§ Work item: Reproduce each line below precisely. Drop the pictures.

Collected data
____

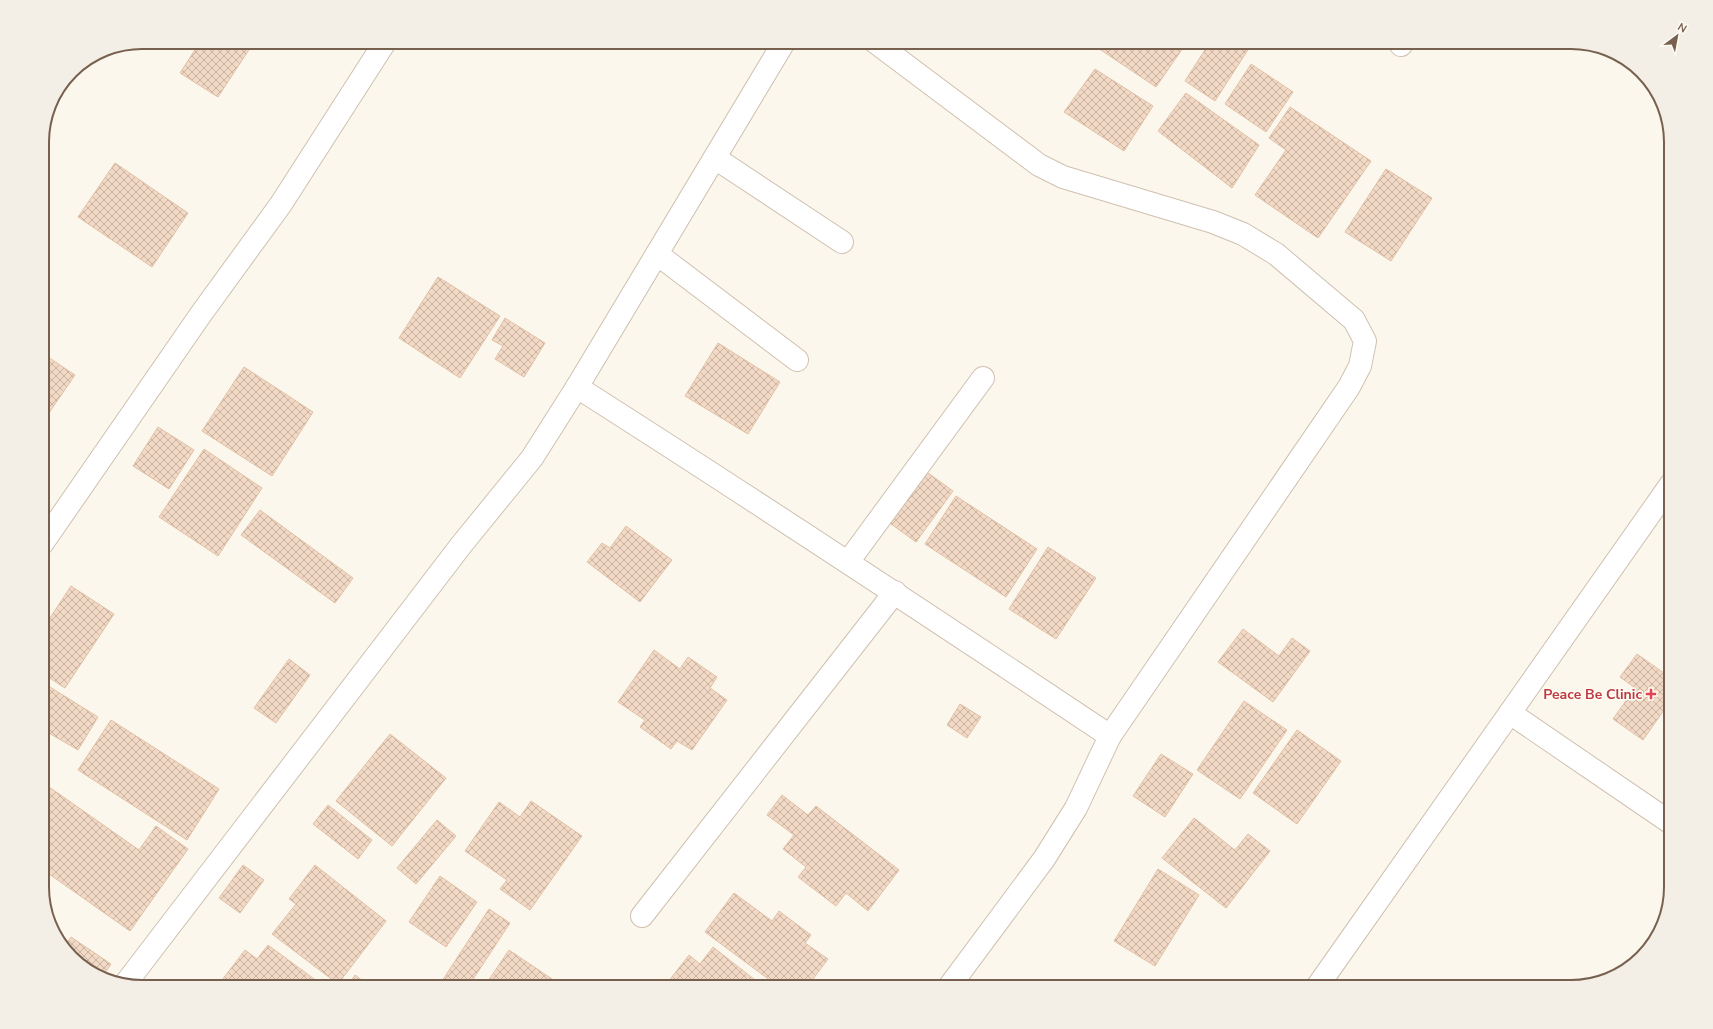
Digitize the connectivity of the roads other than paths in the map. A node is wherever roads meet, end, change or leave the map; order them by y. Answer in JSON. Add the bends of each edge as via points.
{"nodes":[{"id":1,"x":381,"y":49,"type":"edge"},
{"id":2,"x":780,"y":49,"type":"edge"},
{"id":3,"x":884,"y":49,"type":"edge"},
{"id":4,"x":715,"y":158,"type":"junction"},
{"id":5,"x":842,"y":242,"type":"dead end"},
{"id":6,"x":657,"y":254,"type":"junction"},
{"id":7,"x":797,"y":360,"type":"dead end"},
{"id":8,"x":983,"y":378,"type":"dead end"},
{"id":9,"x":577,"y":387,"type":"junction"},
{"id":10,"x":1664,"y":494,"type":"edge"},
{"id":11,"x":49,"y":534,"type":"edge"},
{"id":12,"x":848,"y":562,"type":"junction"},
{"id":13,"x":894,"y":592,"type":"junction"},
{"id":14,"x":1510,"y":713,"type":"junction"},
{"id":15,"x":1110,"y":736,"type":"junction"},
{"id":16,"x":1664,"y":818,"type":"edge"},
{"id":17,"x":642,"y":916,"type":"dead end"},
{"id":18,"x":129,"y":979,"type":"edge"},
{"id":19,"x":954,"y":980,"type":"edge"},
{"id":20,"x":1322,"y":980,"type":"edge"}],
"edges":[{"from":1,"to":11,"type":"street","via":[[281,204],[200,314]]},
{"from":2,"to":4,"type":"street"},
{"from":3,"to":15,"type":"street","via":[[1039,165],[1063,177],[1213,222],[1243,234],[1263,246],[1354,320],[1365,341],[1360,366],[1349,387]]},
{"from":4,"to":5,"type":"street"},
{"from":4,"to":6,"type":"street"},
{"from":6,"to":7,"type":"street"},
{"from":6,"to":9,"type":"street"},
{"from":8,"to":12,"type":"street"},
{"from":9,"to":12,"type":"street"},
{"from":9,"to":18,"type":"street","via":[[532,458],[462,544]]},
{"from":10,"to":14,"type":"street"},
{"from":12,"to":13,"type":"street"},
{"from":13,"to":15,"type":"street"},
{"from":13,"to":17,"type":"street"},
{"from":14,"to":16,"type":"street"},
{"from":14,"to":20,"type":"street"},
{"from":15,"to":19,"type":"street","via":[[1076,808],[1048,853]]}]}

____

§ Response area:
Digitize the connectivity of the roads other than paths in the map. A node is wherever roads meet, end, change or leave the map; order them by y. Answer in JSON. Add the bends of each edge as via points.
{"nodes":[{"id":1,"x":381,"y":49,"type":"edge"},
{"id":2,"x":780,"y":49,"type":"edge"},
{"id":3,"x":884,"y":49,"type":"edge"},
{"id":4,"x":715,"y":158,"type":"junction"},
{"id":5,"x":842,"y":242,"type":"dead end"},
{"id":6,"x":657,"y":254,"type":"junction"},
{"id":7,"x":797,"y":360,"type":"dead end"},
{"id":8,"x":983,"y":378,"type":"dead end"},
{"id":9,"x":577,"y":387,"type":"junction"},
{"id":10,"x":1664,"y":494,"type":"edge"},
{"id":11,"x":49,"y":534,"type":"edge"},
{"id":12,"x":848,"y":562,"type":"junction"},
{"id":13,"x":894,"y":592,"type":"junction"},
{"id":14,"x":1510,"y":713,"type":"junction"},
{"id":15,"x":1110,"y":736,"type":"junction"},
{"id":16,"x":1664,"y":818,"type":"edge"},
{"id":17,"x":642,"y":916,"type":"dead end"},
{"id":18,"x":129,"y":979,"type":"edge"},
{"id":19,"x":954,"y":980,"type":"edge"},
{"id":20,"x":1322,"y":980,"type":"edge"}],
"edges":[{"from":1,"to":11,"type":"street","via":[[281,204],[200,314]]},
{"from":2,"to":4,"type":"street"},
{"from":3,"to":15,"type":"street","via":[[1039,165],[1063,177],[1213,222],[1243,234],[1263,246],[1354,320],[1365,341],[1360,366],[1349,387]]},
{"from":4,"to":5,"type":"street"},
{"from":4,"to":6,"type":"street"},
{"from":6,"to":7,"type":"street"},
{"from":6,"to":9,"type":"street"},
{"from":8,"to":12,"type":"street"},
{"from":9,"to":12,"type":"street"},
{"from":9,"to":18,"type":"street","via":[[532,458],[462,544]]},
{"from":10,"to":14,"type":"street"},
{"from":12,"to":13,"type":"street"},
{"from":13,"to":15,"type":"street"},
{"from":13,"to":17,"type":"street"},
{"from":14,"to":16,"type":"street"},
{"from":14,"to":20,"type":"street"},
{"from":15,"to":19,"type":"street","via":[[1076,808],[1048,853]]}]}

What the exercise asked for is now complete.